American singer (1918–2008)

Ralph Young (July 1, 1918 – August 22, 2008) was an American singer and actor. He was best known as the singing partner of Belgian-born Tony Sandler in the duo of Sandler and Young.

Born and raised in New York, Young teamed with Sandler in the 1960s. The tuxedo-clad pair headlined major hotel and casino showrooms in both the United States and abroad, and made countless guest appearances on top-rated television variety shows. They released 22 albums, sometimes singing songs in both English and French, Italian, German or Flemish (Sandler's native tongue from Flanders Belgium).

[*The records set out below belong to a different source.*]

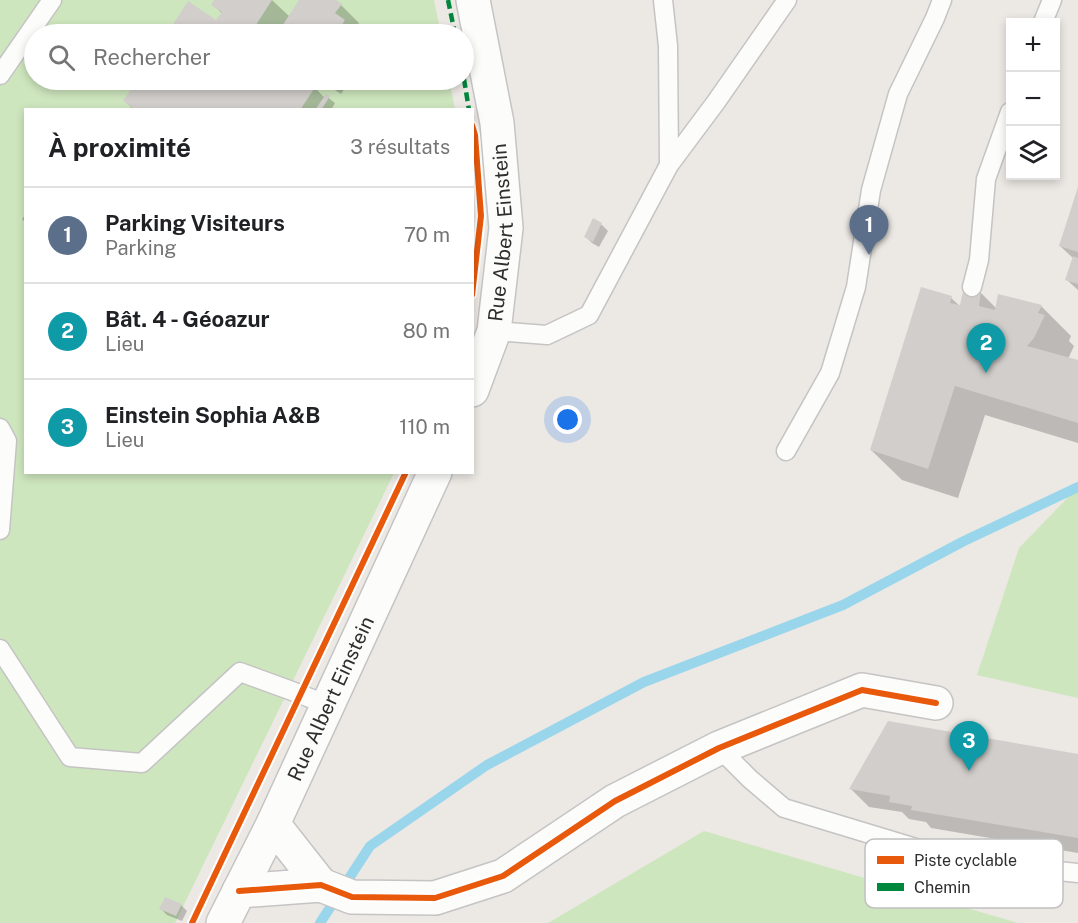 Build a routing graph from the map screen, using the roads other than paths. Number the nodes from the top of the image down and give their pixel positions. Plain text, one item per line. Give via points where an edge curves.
1 (52, 0) edge
2 (473, 0) edge
3 (663, 0) edge
4 (787, 0) edge
5 (942, 0) edge
6 (1052, 0) edge
7 (1045, 18) edge
8 (35, 24) edge
9 (24, 40) edge
10 (0, 75) edge
11 (1006, 125) edge
12 (669, 165) junction
13 (972, 287) dead end
14 (494, 331) junction
15 (474, 385) edge
16 (0, 428) edge
17 (786, 451) dead end
18 (434, 474) edge
19 (0, 530) edge
20 (0, 650) edge
21 (936, 703) dead end
22 (328, 705) junction
23 (719, 748) junction
24 (273, 824) junction
25 (886, 839) edge
26 (1063, 872) edge
27 (1078, 873) edge
28 (321, 885) junction
29 (239, 891) junction
30 (223, 923) edge

1 - 8 lane
2 - 14 street, Rue Albert Einstein via 497,123 506,228
3 - 12 lane via 668,46
4 - 12 lane
5 - 17 lane via 898,94 871,190 856,287 830,373
6 - 7 lane
9 - 10 lane
11 - 13 lane via 986,179 979,260
12 - 14 lane via 589,315 547,334
14 - 15 street, Rue Albert Einstein
16 - 19 lane via 7,441
18 - 22 street, Rue Albert Einstein
20 - 22 lane via 70,757 142,764 240,672
21 - 23 street via 862,690
22 - 24 street, Rue Albert Einstein
23 - 25 lane via 784,808
23 - 28 street via 615,801 503,876 435,898 352,897
24 - 28 street
24 - 29 street, Rue Albert Einstein
26 - 27 lane
28 - 29 street
29 - 30 street, Rue Albert Einstein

Young retired at age 65 to spend more time with his family. Sandler, who was 16 years younger, continued to perform, and the two occasionally reunited for concerts, the last one when Young was in his mid-80s in Palm Springs in an All Stars Concert ‘Let Freedom Ring’ in honour of the victims of 9/11. Young died August 22, 2008, at his home in Palm Springs, California, after a brief illness. He was 90. He was survived by his wife, Arlene; his children, Neil, Arleen, Guy, Lauren, Rachel; and his five granddaughters and grandson, Morgan, Riley, Jordan, Allie, Piper and Brody. and is buried at Desert Memorial Park in Cathedral City, California.